Task brief:
State how many lines of the records include the word "Lunikvej"; the reply is that number alone.

Dataset entries:
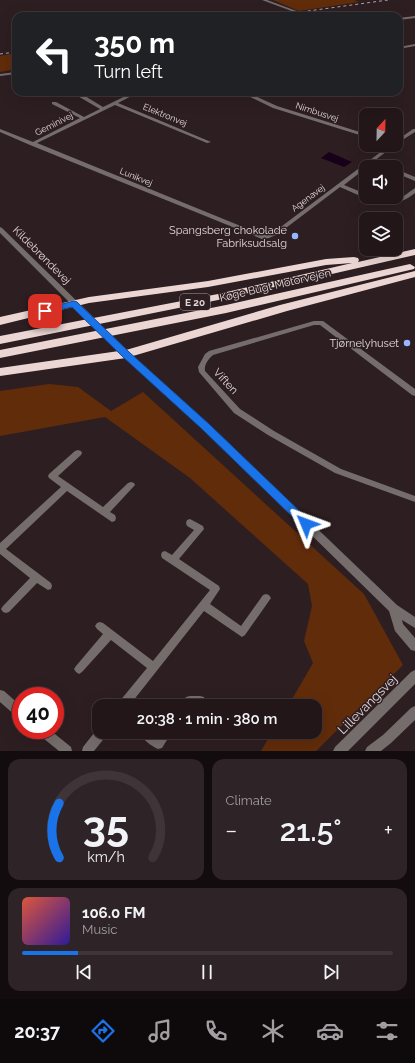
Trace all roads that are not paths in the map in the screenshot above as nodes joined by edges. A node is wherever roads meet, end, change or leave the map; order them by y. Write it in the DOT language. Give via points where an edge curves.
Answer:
graph roads {
  1 [pos="264,0"];
  2 [pos="297,12"];
  3 [pos="415,17"];
  4 [pos="403,18"];
  5 [pos="415,45"];
  6 [pos="403,47"];
  7 [pos="12,74"];
  8 [pos="0,75"];
  9 [pos="81,96"];
  10 [pos="129,96"];
  11 [pos="251,96"];
  12 [pos="54,103"];
  13 [pos="114,103"];
  14 [pos="103,109"];
  15 [pos="83,118"];
  16 [pos="0,130"];
  17 [pos="415,130"];
  18 [pos="359,134"];
  19 [pos="403,138"];
  20 [pos="209,142"];
  21 [pos="32,144"];
  22 [pos="384,152"];
  23 [pos="374,160"];
  24 [pos="359,171"];
  25 [pos="403,174"];
  26 [pos="415,179"];
  27 [pos="340,185"];
  28 [pos="415,190"];
  29 [pos="359,193"];
  30 [pos="403,198"];
  31 [pos="0,229"];
  32 [pos="267,237"];
  33 [pos="415,252"];
  34 [pos="389,258"];
  35 [pos="415,266"];
  36 [pos="415,274"];
  37 [pos="74,304"];
  38 [pos="0,322"];
  39 [pos="0,340"];
  40 [pos="0,354"];
  41 [pos="126,354"];
  42 [pos="0,372"];
  43 [pos="415,393"];
  44 [pos="78,453"];
  45 [pos="131,485"];
  46 [pos="67,486"];
  47 [pos="415,499"];
  48 [pos="104,512"];
  49 [pos="112,518"];
  50 [pos="190,523"];
  51 [pos="165,555"];
  52 [pos="173,560"];
  53 [pos="36,578"];
  54 [pos="48,586"];
  55 [pos="266,598"];
  56 [pos="203,605"];
  57 [pos="393,608"];
  58 [pos="6,609"];
  59 [pos="415,623"];
  60 [pos="100,626"];
  61 [pos="110,634"];
  62 [pos="415,646"];
  63 [pos="154,668"];
  64 [pos="79,669"];
  65 [pos="415,676"];
  66 [pos="0,695"];
  67 [pos="129,699"];
  68 [pos="12,705"];
  69 [pos="415,712"];
  70 [pos="53,739"];
  71 [pos="96,739"];
  72 [pos="152,739"];
  73 [pos="162,739"];
  74 [pos="67,751"];
  75 [pos="87,751"];
  76 [pos="339,751"];
  77 [pos="371,751"];
  1 -- 2 [label="street"];
  3 -- 4 [label="street"];
  5 -- 6 [label="street"];
  7 -- 8 [label="street"];
  9 -- 14 [label="street"];
  10 -- 13 [label="street, Geminivej"];
  11 -- 18 [label="street, Nimbusvej" via="275,107"];
  12 -- 15 [label="street, Geminivej"];
  13 -- 14 [label="street, Geminivej"];
  13 -- 20 [label="street, Elektronvej"];
  14 -- 15 [label="street, Geminivej"];
  15 -- 21 [label="street, Geminivej"];
  16 -- 21 [label="street, Lunikvej"];
  17 -- 19 [label="street"];
  21 -- 32 [label="street, Lunikvej" via="255,235"];
  22 -- 23 [label="street, Agenavej"];
  24 -- 27 [label="street, Agenavej"];
  25 -- 26 [label="street"];
  27 -- 29 [label="street, Agenavej"];
  27 -- 32 [label="street, Agenavej" via="276,234"];
  28 -- 30 [label="street, Agenavej"];
  31 -- 37 [label="street, Kildebrøndevej"];
  33 -- 34 [label="highway, Køge Bugt Motorvejen / E 20"];
  34 -- 37 [label="highway" via="326,262 208,284"];
  34 -- 39 [label="highway, Køge Bugt Motorvejen / E 20" via="218,297"];
  35 -- 40 [label="highway, Køge Bugt Motorvejen / E 20" via="226,309"];
  36 -- 41 [label="highway" via="284,308"];
  37 -- 38 [label="highway"];
  37 -- 41 [label="street, Kildebrøndevej"];
  41 -- 42 [label="highway"];
  41 -- 57 [label="street, Kildebrøndevej" via="206,427"];
  43 -- 47 [label="street, Viften" via="321,323 211,353 201,367 202,372 237,411 271,434 338,471"];
  44 -- 46 [label="street" via="52,476"];
  45 -- 48 [label="street"];
  46 -- 48 [label="street"];
  46 -- 53 [label="street" via="0,548"];
  48 -- 49 [label="street"];
  50 -- 52 [label="street" via="200,529"];
  51 -- 52 [label="street"];
  52 -- 56 [label="street" via="216,590"];
  53 -- 54 [label="street"];
  53 -- 58 [label="street"];
  55 -- 56 [label="street" via="242,632"];
  56 -- 63 [label="street"];
  57 -- 59 [label="street, Kildebrøndevej"];
  57 -- 62 [label="street" via="399,628"];
  60 -- 61 [label="street"];
  61 -- 63 [label="street"];
  61 -- 64 [label="street"];
  63 -- 67 [label="street"];
  65 -- 76 [label="street, Lillevangsvej"];
  66 -- 68 [label="street"];
  69 -- 77 [label="street"];
  70 -- 74 [label="street"];
  71 -- 75 [label="street"];
  72 -- 73 [label="street" via="158,744"];
}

The completed task:
2